→ Task objective:
Take every line in the entries that includes the word "roads" and copy it.

Saved data entries

--- START ---

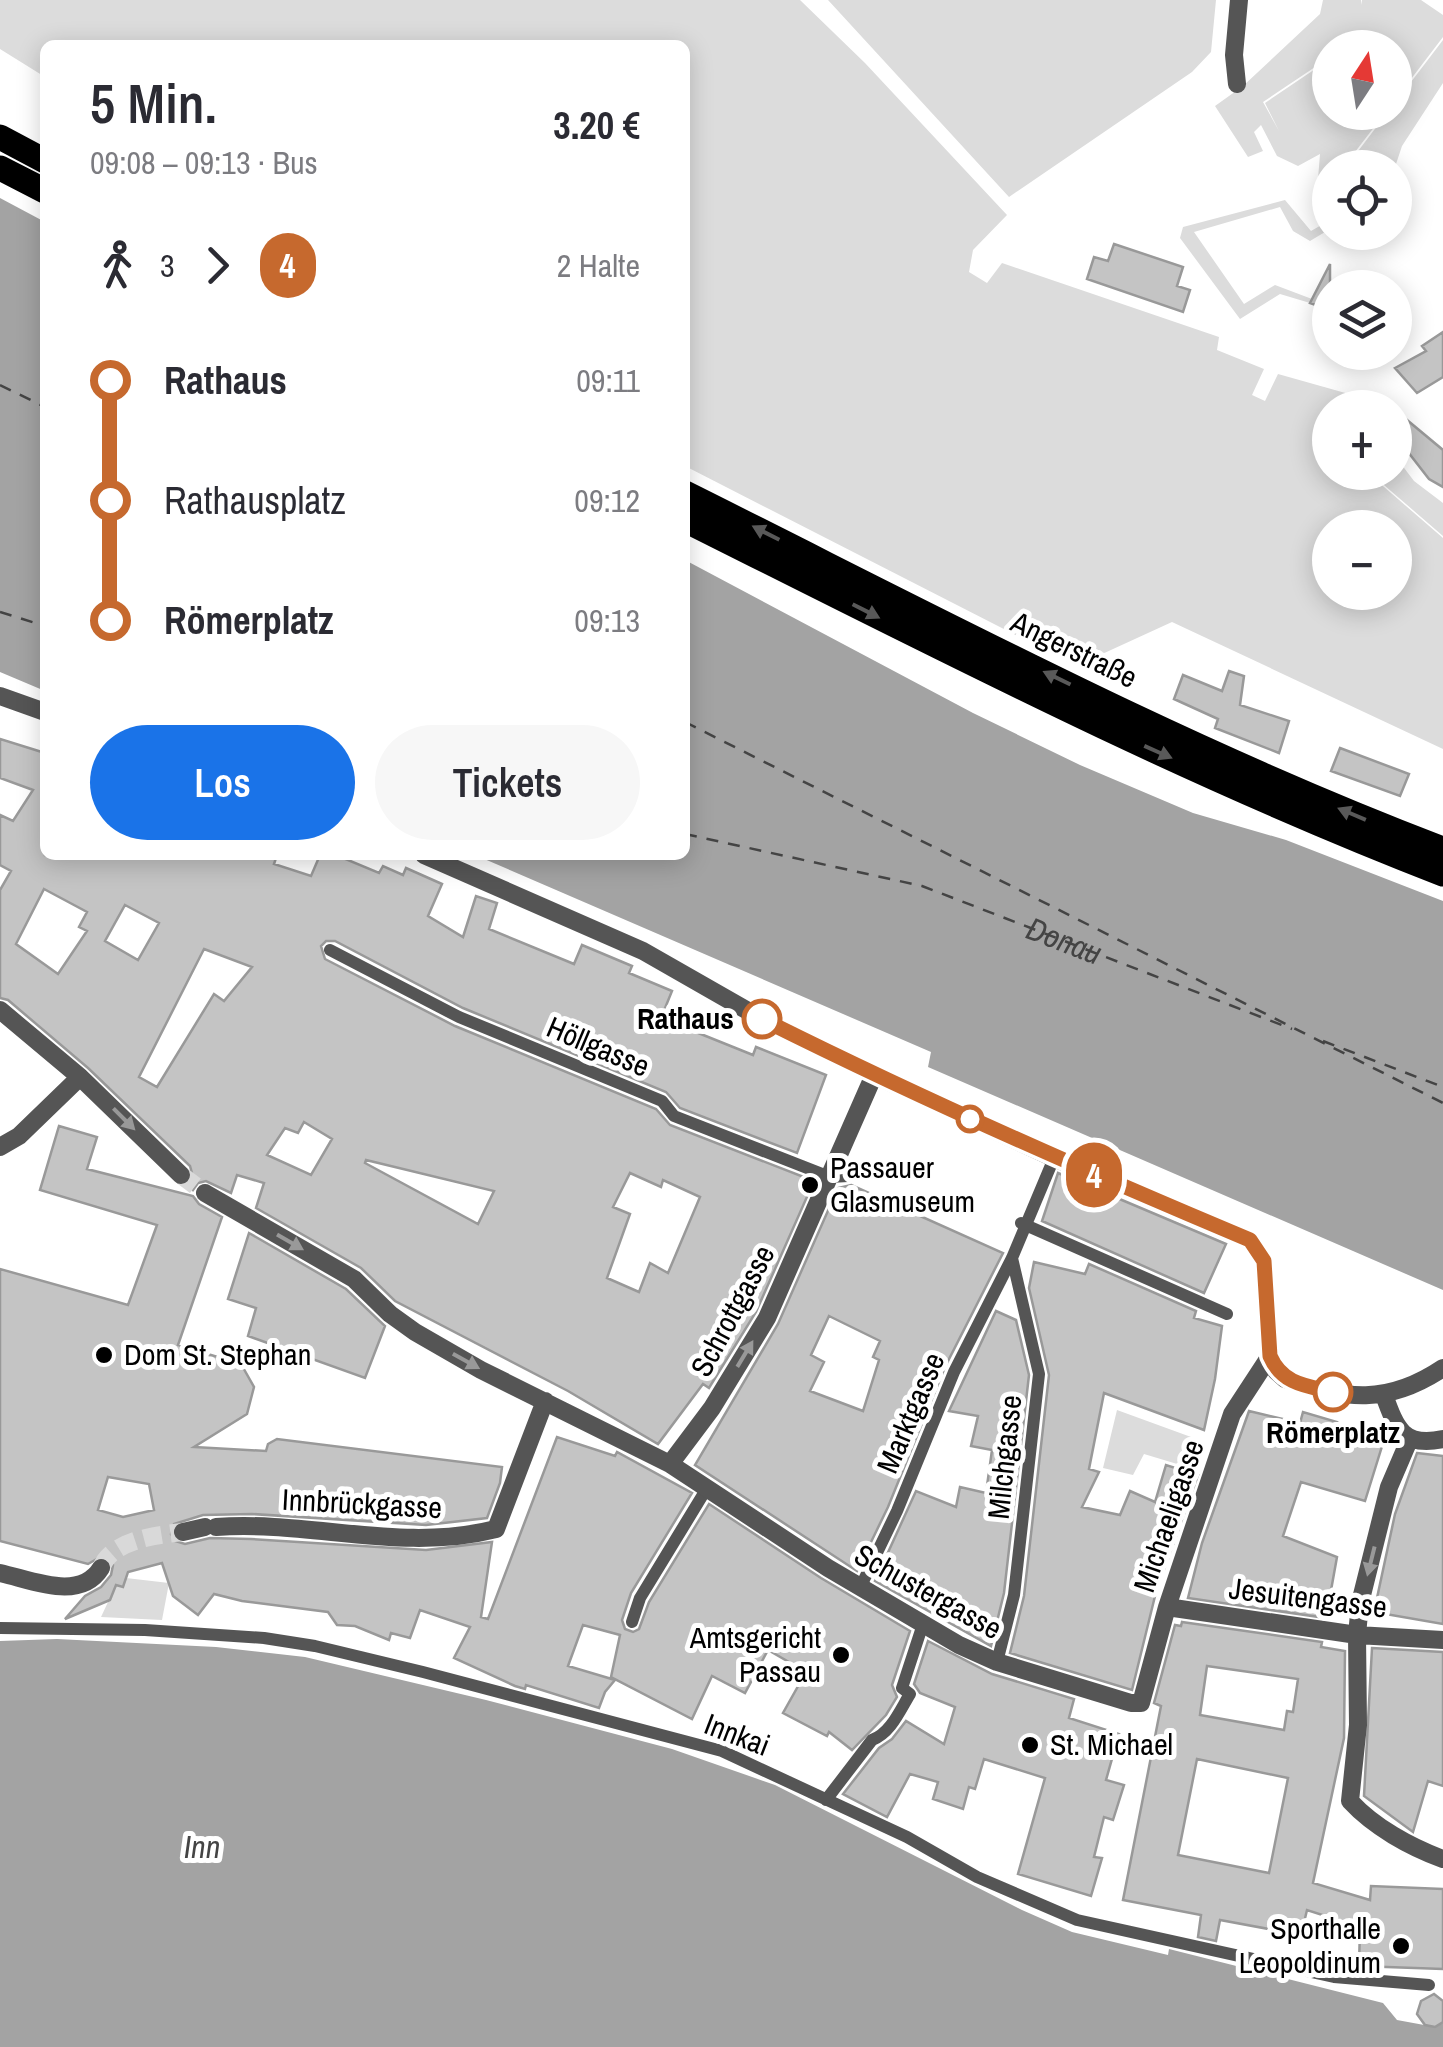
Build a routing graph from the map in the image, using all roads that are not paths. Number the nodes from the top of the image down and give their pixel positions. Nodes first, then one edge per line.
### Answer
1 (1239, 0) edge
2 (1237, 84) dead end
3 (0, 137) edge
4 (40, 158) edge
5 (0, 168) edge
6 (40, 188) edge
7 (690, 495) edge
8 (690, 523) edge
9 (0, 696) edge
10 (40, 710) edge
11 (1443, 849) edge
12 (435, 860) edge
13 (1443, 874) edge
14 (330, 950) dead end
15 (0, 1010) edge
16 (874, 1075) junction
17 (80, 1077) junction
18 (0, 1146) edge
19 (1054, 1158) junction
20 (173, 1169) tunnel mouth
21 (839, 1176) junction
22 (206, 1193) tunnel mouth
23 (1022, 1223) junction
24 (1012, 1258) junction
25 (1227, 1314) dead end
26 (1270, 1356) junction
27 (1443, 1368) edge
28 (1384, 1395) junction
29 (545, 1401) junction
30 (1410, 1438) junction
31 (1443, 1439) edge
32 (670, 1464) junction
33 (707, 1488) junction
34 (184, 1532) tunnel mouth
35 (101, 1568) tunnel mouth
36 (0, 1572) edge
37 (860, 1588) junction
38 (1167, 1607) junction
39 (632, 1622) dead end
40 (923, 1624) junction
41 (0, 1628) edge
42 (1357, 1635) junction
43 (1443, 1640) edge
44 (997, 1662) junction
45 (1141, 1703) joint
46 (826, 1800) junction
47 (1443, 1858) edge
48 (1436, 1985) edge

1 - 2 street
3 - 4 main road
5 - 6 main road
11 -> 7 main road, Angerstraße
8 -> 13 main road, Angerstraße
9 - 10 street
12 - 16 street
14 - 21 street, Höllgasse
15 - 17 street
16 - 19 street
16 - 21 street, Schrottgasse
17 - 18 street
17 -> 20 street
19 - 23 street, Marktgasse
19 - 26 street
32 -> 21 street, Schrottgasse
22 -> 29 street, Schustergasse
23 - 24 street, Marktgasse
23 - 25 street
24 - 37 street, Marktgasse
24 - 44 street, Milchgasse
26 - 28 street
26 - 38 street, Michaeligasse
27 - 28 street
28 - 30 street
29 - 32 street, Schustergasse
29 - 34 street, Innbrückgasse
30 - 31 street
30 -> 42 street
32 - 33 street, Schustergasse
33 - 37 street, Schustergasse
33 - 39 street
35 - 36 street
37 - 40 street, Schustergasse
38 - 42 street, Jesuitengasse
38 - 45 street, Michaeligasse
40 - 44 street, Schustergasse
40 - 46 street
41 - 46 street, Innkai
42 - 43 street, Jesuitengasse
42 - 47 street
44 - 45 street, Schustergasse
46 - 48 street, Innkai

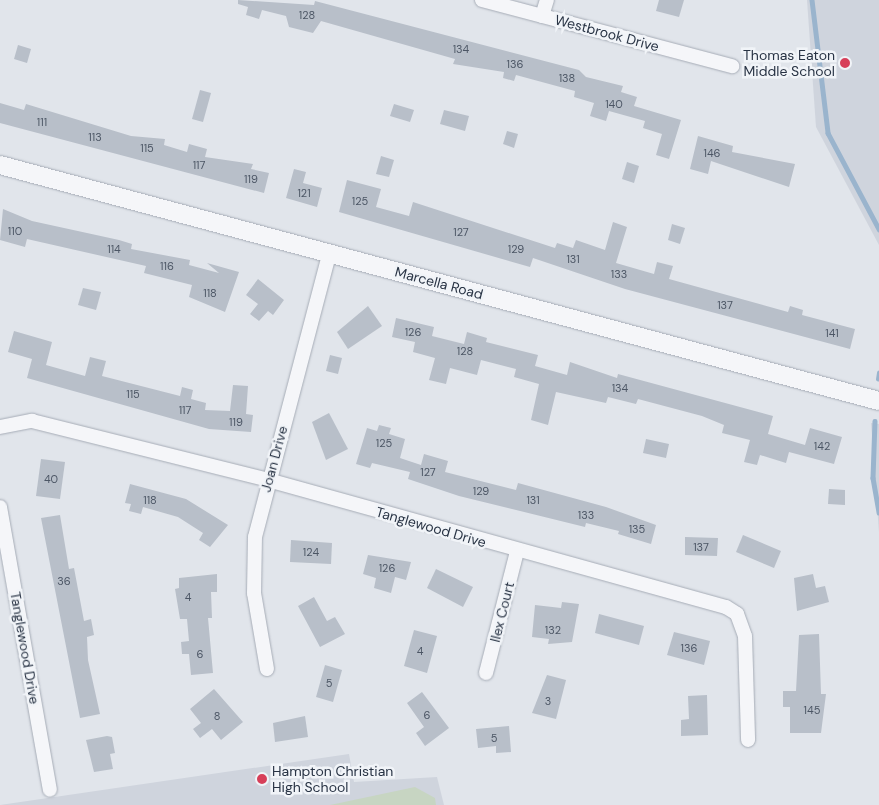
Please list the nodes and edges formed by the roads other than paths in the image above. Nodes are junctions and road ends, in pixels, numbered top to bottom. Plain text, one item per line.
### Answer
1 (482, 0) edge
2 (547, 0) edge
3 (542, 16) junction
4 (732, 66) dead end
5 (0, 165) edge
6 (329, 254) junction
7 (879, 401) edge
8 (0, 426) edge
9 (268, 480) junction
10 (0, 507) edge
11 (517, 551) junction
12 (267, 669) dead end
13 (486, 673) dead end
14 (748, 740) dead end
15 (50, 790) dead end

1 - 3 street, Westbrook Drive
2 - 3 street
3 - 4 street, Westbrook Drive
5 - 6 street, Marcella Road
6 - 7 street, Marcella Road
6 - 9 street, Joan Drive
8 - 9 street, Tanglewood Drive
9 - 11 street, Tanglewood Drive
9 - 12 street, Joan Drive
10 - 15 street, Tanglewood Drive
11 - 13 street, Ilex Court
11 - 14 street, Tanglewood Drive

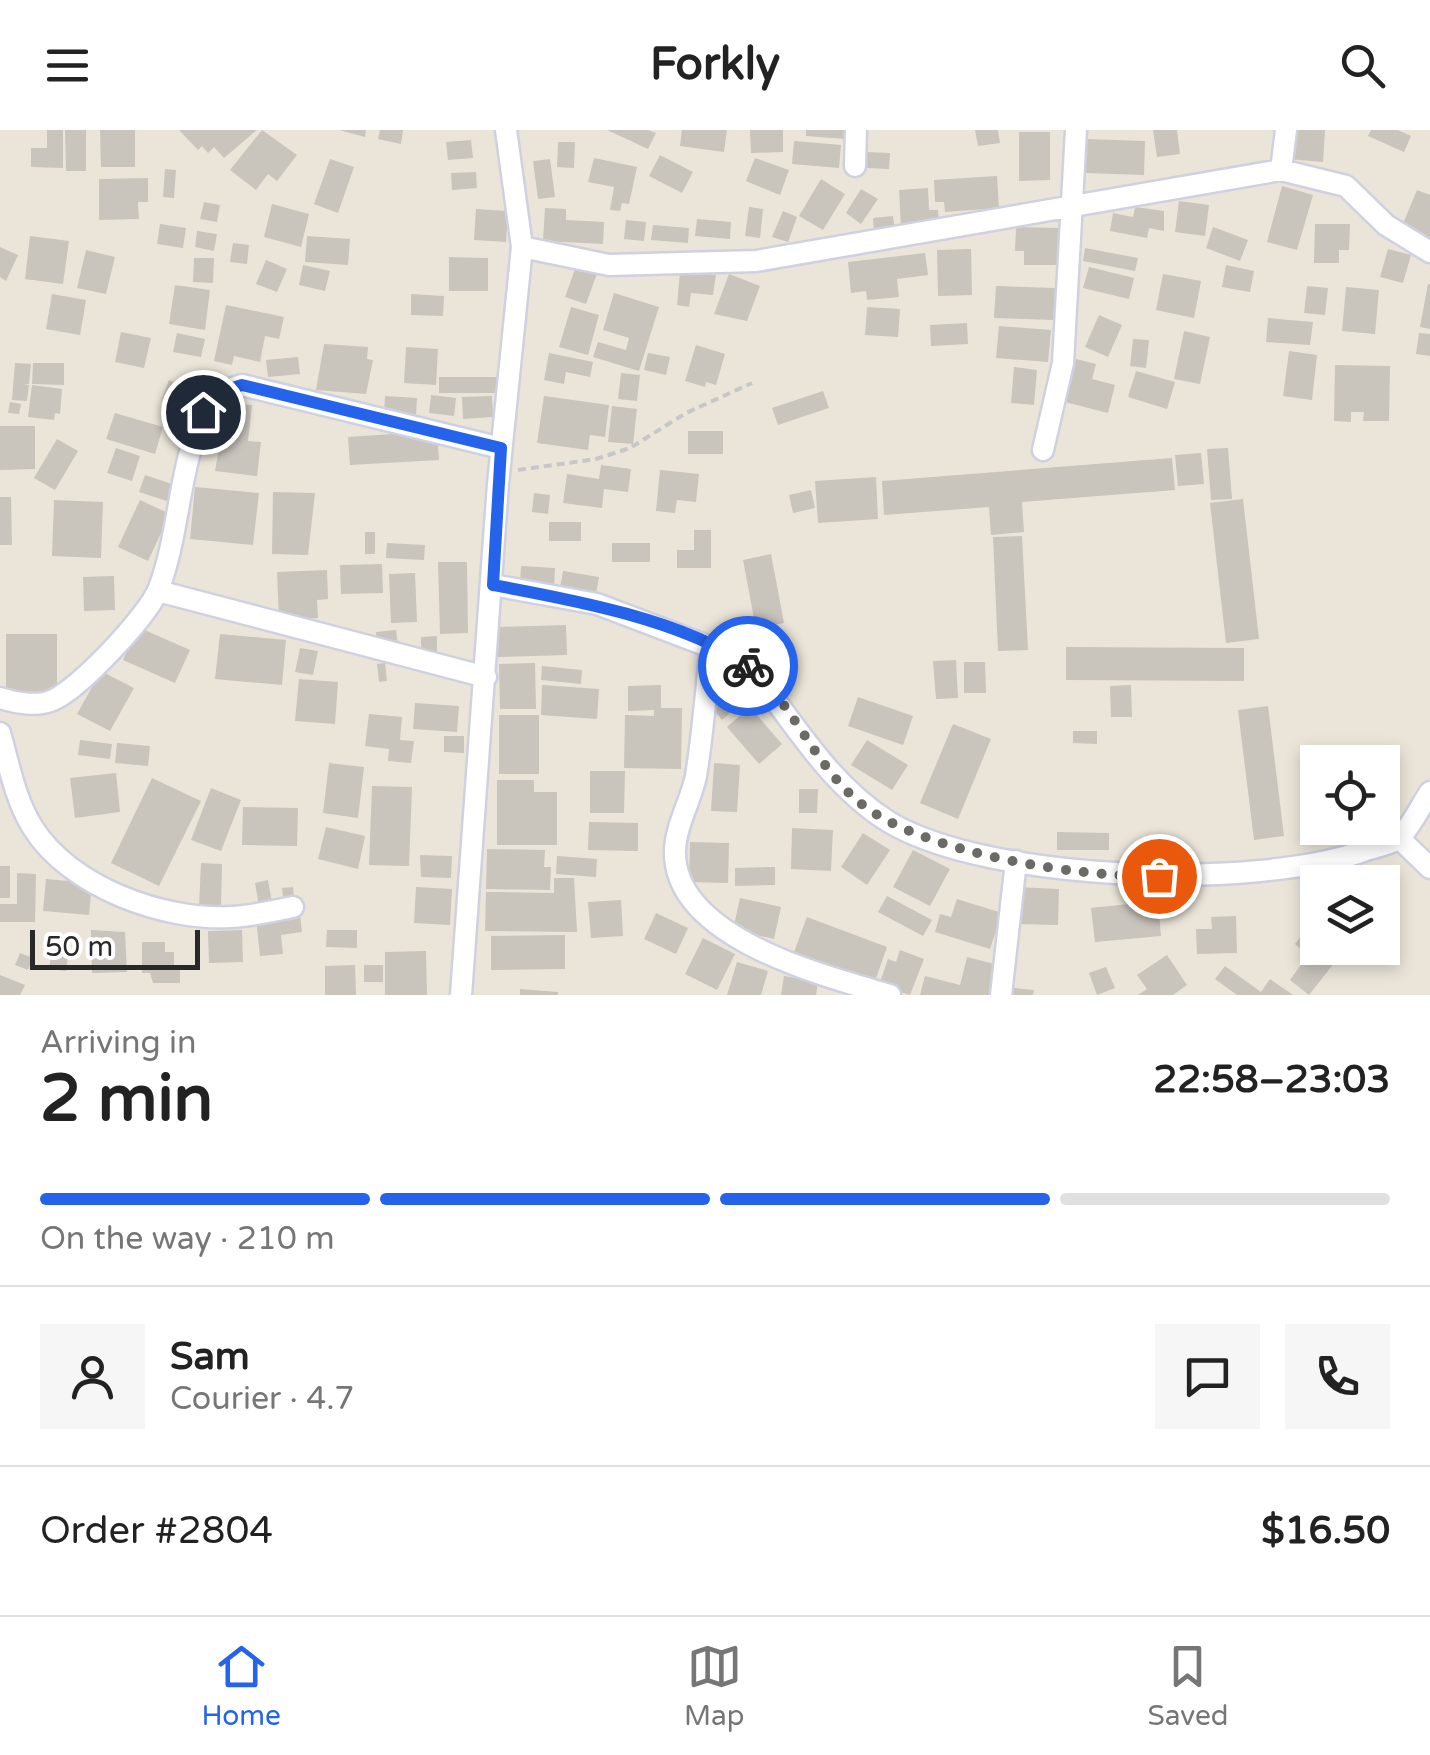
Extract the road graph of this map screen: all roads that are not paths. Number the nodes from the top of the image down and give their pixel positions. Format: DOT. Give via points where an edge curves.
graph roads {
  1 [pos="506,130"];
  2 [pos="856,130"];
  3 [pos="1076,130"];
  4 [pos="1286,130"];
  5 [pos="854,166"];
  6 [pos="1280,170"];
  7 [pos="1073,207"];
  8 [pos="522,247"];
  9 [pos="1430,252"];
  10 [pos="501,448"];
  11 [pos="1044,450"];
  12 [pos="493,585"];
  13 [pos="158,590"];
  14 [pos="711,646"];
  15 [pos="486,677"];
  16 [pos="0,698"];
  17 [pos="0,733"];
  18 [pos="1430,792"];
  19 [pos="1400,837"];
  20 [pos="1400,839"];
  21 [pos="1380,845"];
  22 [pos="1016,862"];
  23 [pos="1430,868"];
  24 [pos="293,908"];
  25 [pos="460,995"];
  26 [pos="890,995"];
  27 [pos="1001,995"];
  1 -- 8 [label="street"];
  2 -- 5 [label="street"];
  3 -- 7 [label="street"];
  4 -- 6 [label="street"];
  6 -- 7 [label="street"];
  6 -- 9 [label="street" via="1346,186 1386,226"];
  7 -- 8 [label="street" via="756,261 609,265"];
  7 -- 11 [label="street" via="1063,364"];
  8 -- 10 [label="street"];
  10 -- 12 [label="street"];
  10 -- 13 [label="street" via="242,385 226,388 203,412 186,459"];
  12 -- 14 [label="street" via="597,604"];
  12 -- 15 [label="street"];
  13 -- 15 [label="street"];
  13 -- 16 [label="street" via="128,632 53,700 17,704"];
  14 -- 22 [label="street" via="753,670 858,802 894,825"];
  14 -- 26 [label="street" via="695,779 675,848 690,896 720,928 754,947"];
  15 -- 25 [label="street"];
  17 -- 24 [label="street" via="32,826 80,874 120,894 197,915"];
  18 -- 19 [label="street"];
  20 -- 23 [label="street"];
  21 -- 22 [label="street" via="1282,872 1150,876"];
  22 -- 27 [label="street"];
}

--- END ---

→ Finished task:
Build a routing graph from the map in the image, using all roads that are not paths. Number the nodes from the top of the image down and give their pixel positions. Nodes first, then one edge per line.
Please list the nodes and edges formed by the roads other than paths in the image above. Nodes are junctions and road ends, in pixels, numbered top to bottom. Plain text, one item per line.
Extract the road graph of this map screen: all roads that are not paths. Number the nodes from the top of the image down and give their pixel positions. Format: DOT. Give via points where an edge curves.
graph roads {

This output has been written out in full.